The administration has said it will update the list each month, and is already scrutinising a further 3,000 companies. In total the administration registers over 205,000 VAT payers in Slovakia.
For now the Financial Administration does not have any means to remove companies from the list. It will wait to see how it works in practice and subsequently legislation could be adopted that would permit the removal of a firm from the list if a reason to do so were to arise.

According to Imrecze, in collaboration with the Finance Ministry and the Justice Ministry the Financial Administration is preparing additional measures to improve the risk analysis of VAT payers.

“Over a period of two months, we managed to obtain relevant information from Cyprus about Slovak companies with Cypriot partners,” Imrecze said, as quoted by the SITA newswire.

The findings

Bratislava makes up for the biggest share of businesses on the list, 350, something that Imrecze regards as relatively unremarkable, as most companies registered in Slovakia have their main office registered in the capital.

“An interesting fact is that Košice, with 306 entities on the list, placed second, which in respect to the total number of business [there], is a relatively high number,” said Imrecze, adding that Trenčín ended third.

The majority of the companies on the list are in the field of commerce (52 percent), followed by the construction industry (23 percent), cargo road transport (14 percent), consultancy (6 percent) and advertising (5 percent). The aggregate VAT owed by companies on the list is over €143 million. The largest recorded sum owed in VAT stands at €18.7 million. The average debt per blacklisted company is €102,000.

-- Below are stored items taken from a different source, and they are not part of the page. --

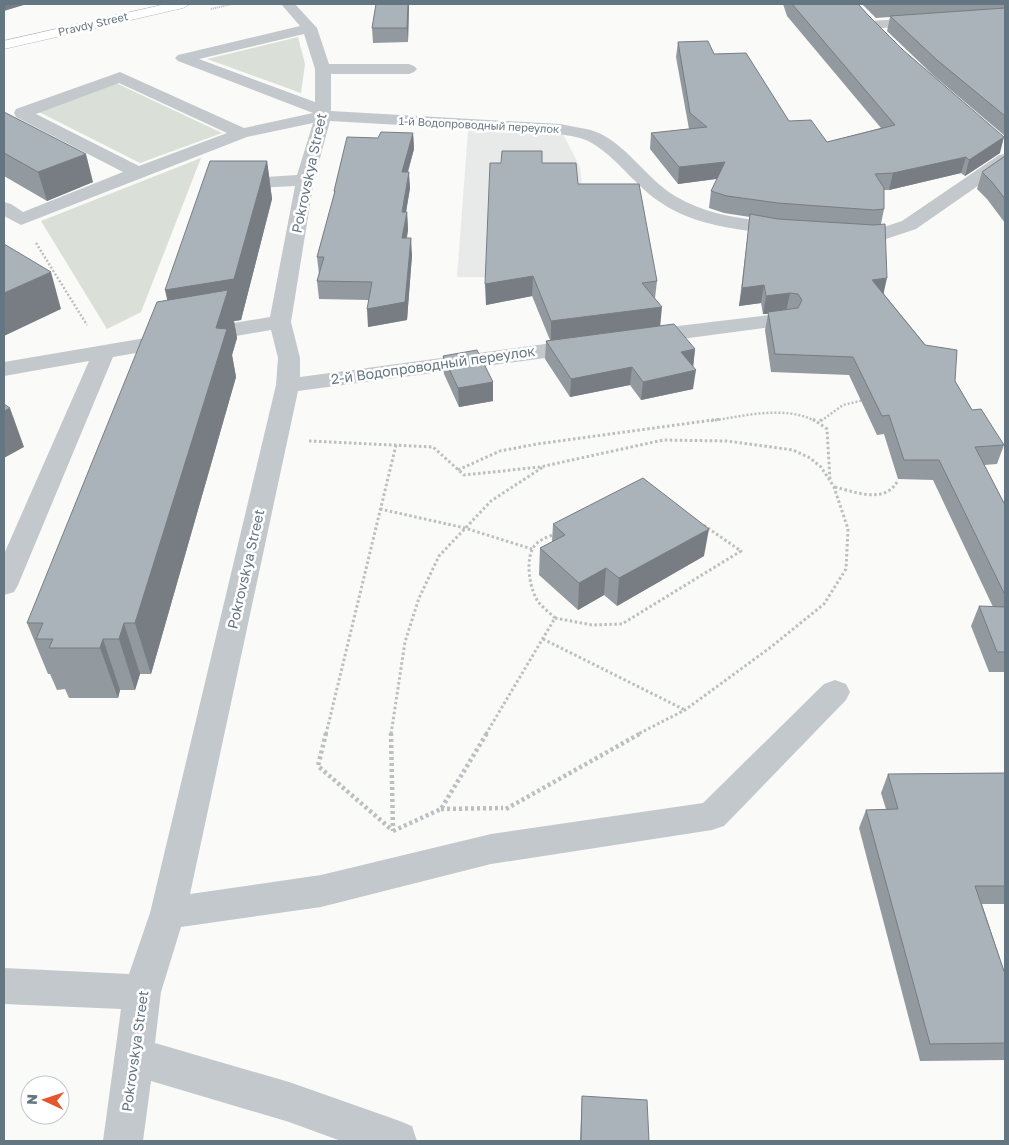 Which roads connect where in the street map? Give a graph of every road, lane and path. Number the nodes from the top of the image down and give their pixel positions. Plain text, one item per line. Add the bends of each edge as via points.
1 (119, 4) edge
2 (183, 4) edge
3 (288, 4) edge
4 (859, 11) edge
5 (939, 20) edge
6 (871, 25) junction
7 (310, 28) junction
8 (884, 38) edge
9 (4, 44) edge
10 (323, 69) junction
11 (409, 69) dead end
12 (323, 113) junction
13 (242, 133) junction
14 (224, 140) junction
15 (219, 158) dead end
16 (1005, 159) edge
17 (138, 173) junction
18 (305, 180) junction
19 (219, 185) edge
20 (4, 208) edge
21 (22, 219) junction
22 (803, 230) edge
23 (832, 232) edge
24 (786, 319) edge
25 (280, 322) junction
26 (104, 352) junction
27 (4, 370) edge
28 (288, 385) junction
29 (872, 400) edge
30 (820, 421) junction
31 (276, 439) junction
32 (396, 445) junction
33 (546, 466) junction
34 (458, 470) junction
35 (830, 480) junction
36 (897, 482) dead end
37 (834, 487) junction
38 (380, 509) junction
39 (702, 524) edge
40 (465, 528) junction
41 (559, 532) edge
42 (532, 549) junction
43 (4, 586) edge
44 (555, 618) junction
45 (543, 640) junction
46 (835, 692) dead end
47 (685, 710) junction
48 (506, 808) junction
49 (441, 809) junction
50 (393, 830) junction
51 (491, 849) junction
52 (168, 914) junction
53 (4, 986) edge
54 (142, 992) junction
55 (133, 1056) junction
56 (123, 1141) edge
57 (397, 1141) edge

1 - 9 main road, Pravdy Street
2 - 9 main road, Pravdy Street
3 - 7 street, Pokrovskya Street
4 - 6 street
5 - 6 street
6 - 8 street
7 - 10 street, Pokrovskya Street
7 - 12 street via 183,58
10 - 11 street
10 - 12 street, Pokrovskya Street
12 - 13 street
12 - 18 street, Pokrovskya Street
12 - 22 street, 1-й Водопроводный переулок via 560,129 586,135 600,141 666,198 686,209 722,220
13 - 14 street
13 - 17 street via 120,77 22,113
14 - 15 street
14 - 17 street
16 - 23 street via 909,224 870,235
17 - 21 street
18 - 19 street
18 - 25 street, Pokrovskya Street
20 - 21 street
21 - 26 path
24 - 28 street, 2-й Водопроводный переулок
25 - 26 street
25 - 28 street, Pokrovskya Street via 289,358
26 - 27 street
26 - 43 street
28 - 31 street, Pokrovskya Street
29 - 30 path via 843,405
30 - 34 path via 805,415 760,414 537,444 500,451
30 - 35 path via 827,429
31 - 32 path
31 - 52 street, Pokrovskya Street
32 - 34 path via 433,447
32 - 38 path
33 - 34 path via 464,475
33 - 35 path via 663,440 727,441 793,450 810,458
33 - 40 path via 491,502
35 - 37 path
36 - 37 path via 889,493 878,494
37 - 47 path via 848,528 846,569 824,604
38 - 40 path
38 - 50 path via 318,766
39 - 44 path via 740,551 622,624 592,625
40 - 42 path
40 - 50 path via 439,556 419,598 405,642 390,741
41 - 42 path via 541,540
42 - 44 path via 531,583 537,599
44 - 45 path
45 - 47 path
45 - 49 path
46 - 51 street via 712,816
47 - 48 path
48 - 49 path
48 - 51 path
49 - 50 path
51 - 52 street via 321,891
52 - 54 street, Pokrovskya Street
53 - 54 street
54 - 55 street, Pokrovskya Street
55 - 56 street, Pokrovskya Street
55 - 57 street via 289,1102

Most of the companies on the list, as many as 1,100, are one-person limited liability companies, according to Hospodárske Noviny.

Combating tax evasion

The revision to the law on VAT was part of the measures the Slovak government adopted last year to combat tax evasion. VAT evasion alone in Slovakia is estimated to be worth up to €1.2 billion per year.

But the president of the Financial Administration said he does not expect that naming companies will mean they actually pay up.

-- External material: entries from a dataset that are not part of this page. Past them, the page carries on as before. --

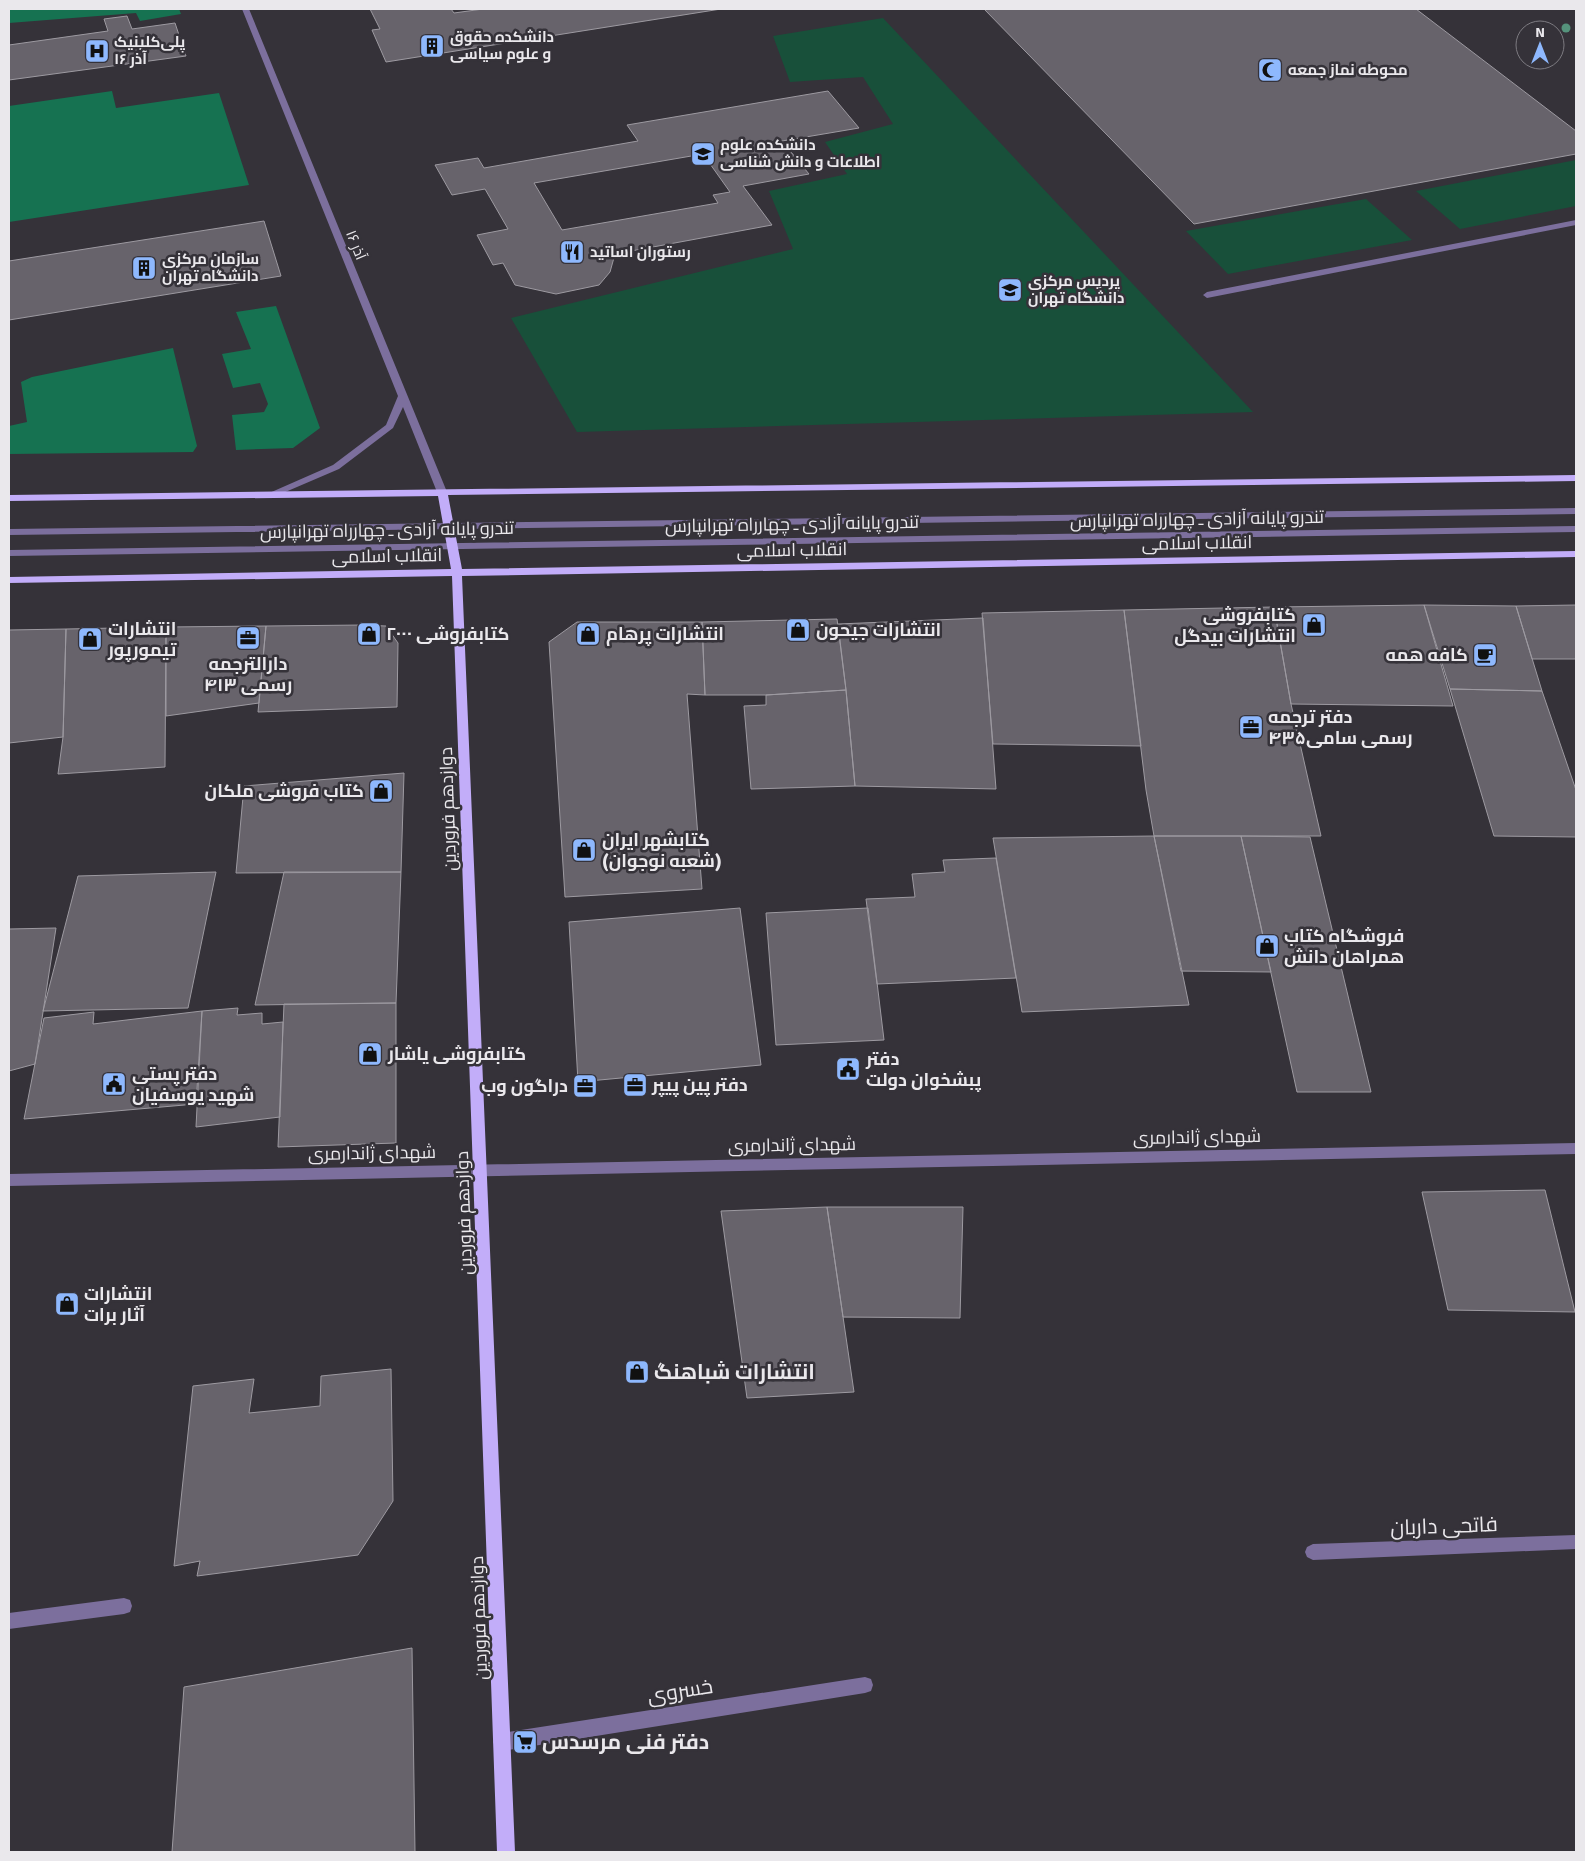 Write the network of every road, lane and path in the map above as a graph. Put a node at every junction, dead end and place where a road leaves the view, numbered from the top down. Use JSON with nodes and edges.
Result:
{"nodes":[{"id":1,"x":245,"y":9,"type":"edge"},
{"id":2,"x":1576,"y":222,"type":"edge"},
{"id":3,"x":1207,"y":295,"type":"dead end"},
{"id":4,"x":403,"y":395,"type":"junction"},
{"id":5,"x":1576,"y":478,"type":"edge"},
{"id":6,"x":442,"y":492,"type":"junction"},
{"id":7,"x":272,"y":494,"type":"junction"},
{"id":8,"x":9,"y":498,"type":"edge"},
{"id":9,"x":1576,"y":511,"type":"edge"},
{"id":10,"x":449,"y":526,"type":"junction"},
{"id":11,"x":1576,"y":529,"type":"edge"},
{"id":12,"x":9,"y":532,"type":"edge"},
{"id":13,"x":452,"y":545,"type":"junction"},
{"id":14,"x":9,"y":553,"type":"edge"},
{"id":15,"x":1576,"y":554,"type":"edge"},
{"id":16,"x":457,"y":573,"type":"junction"},
{"id":17,"x":9,"y":580,"type":"edge"},
{"id":18,"x":1576,"y":1148,"type":"edge"},
{"id":19,"x":481,"y":1170,"type":"junction"},
{"id":20,"x":9,"y":1180,"type":"edge"},
{"id":21,"x":1576,"y":1542,"type":"edge"},
{"id":22,"x":1312,"y":1552,"type":"dead end"},
{"id":23,"x":124,"y":1606,"type":"dead end"},
{"id":24,"x":9,"y":1621,"type":"edge"},
{"id":25,"x":865,"y":1685,"type":"dead end"},
{"id":26,"x":502,"y":1742,"type":"junction"},
{"id":27,"x":506,"y":1852,"type":"edge"}],
"edges":[{"from":1,"to":4,"type":"street","name":"۱۶ آذر"},
{"from":2,"to":3,"type":"street"},
{"from":4,"to":6,"type":"street","name":"۱۶ آذر"},
{"from":4,"to":7,"type":"street"},
{"from":5,"to":6,"type":"main road"},
{"from":6,"to":7,"type":"main road"},
{"from":6,"to":10,"type":"main road","name":"دوازدهم فروردین"},
{"from":7,"to":8,"type":"main road"},
{"from":9,"to":10,"type":"street"},
{"from":10,"to":12,"type":"street"},
{"from":10,"to":13,"type":"main road","name":"دوازدهم فروردین"},
{"from":11,"to":13,"type":"street","name":"تندرو پایانه آزادی ـ چهارراه تهرانپارس"},
{"from":13,"to":14,"type":"street","name":"تندرو پایانه آزادی ـ چهارراه تهرانپارس"},
{"from":13,"to":16,"type":"main road","name":"دوازدهم فروردین"},
{"from":15,"to":16,"type":"main road","name":"انقلاب اسلامی"},
{"from":16,"to":17,"type":"main road","name":"انقلاب اسلامی"},
{"from":16,"to":19,"type":"main road","name":"دوازدهم فروردین"},
{"from":18,"to":19,"type":"street","name":"شهدای ژاندارمری"},
{"from":19,"to":20,"type":"street","name":"شهدای ژاندارمری"},
{"from":19,"to":26,"type":"main road","name":"دوازدهم فروردین"},
{"from":21,"to":22,"type":"street","name":"فاتحی داربان"},
{"from":23,"to":24,"type":"street"},
{"from":25,"to":26,"type":"street","name":"خسروی"},
{"from":26,"to":27,"type":"main road","name":"دوازدهم فروردین"}]}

“I assume that most companies which appear on the list are entities which want to do unfair business,” Imrecze said during a discussion programme broadcast on RTVS. “And that they want to perform tax evasion and tax fraud. This means that there is a very high [likelihood] that they have no assets, that they are so-called white horses, so-called disappeared companies and companies which cannot be contacted. We will see how the list develops from the viewpoint of its content, as we will need it during our next analysis, but the probability of recovering these debts is very low. This is necessary to say openly.”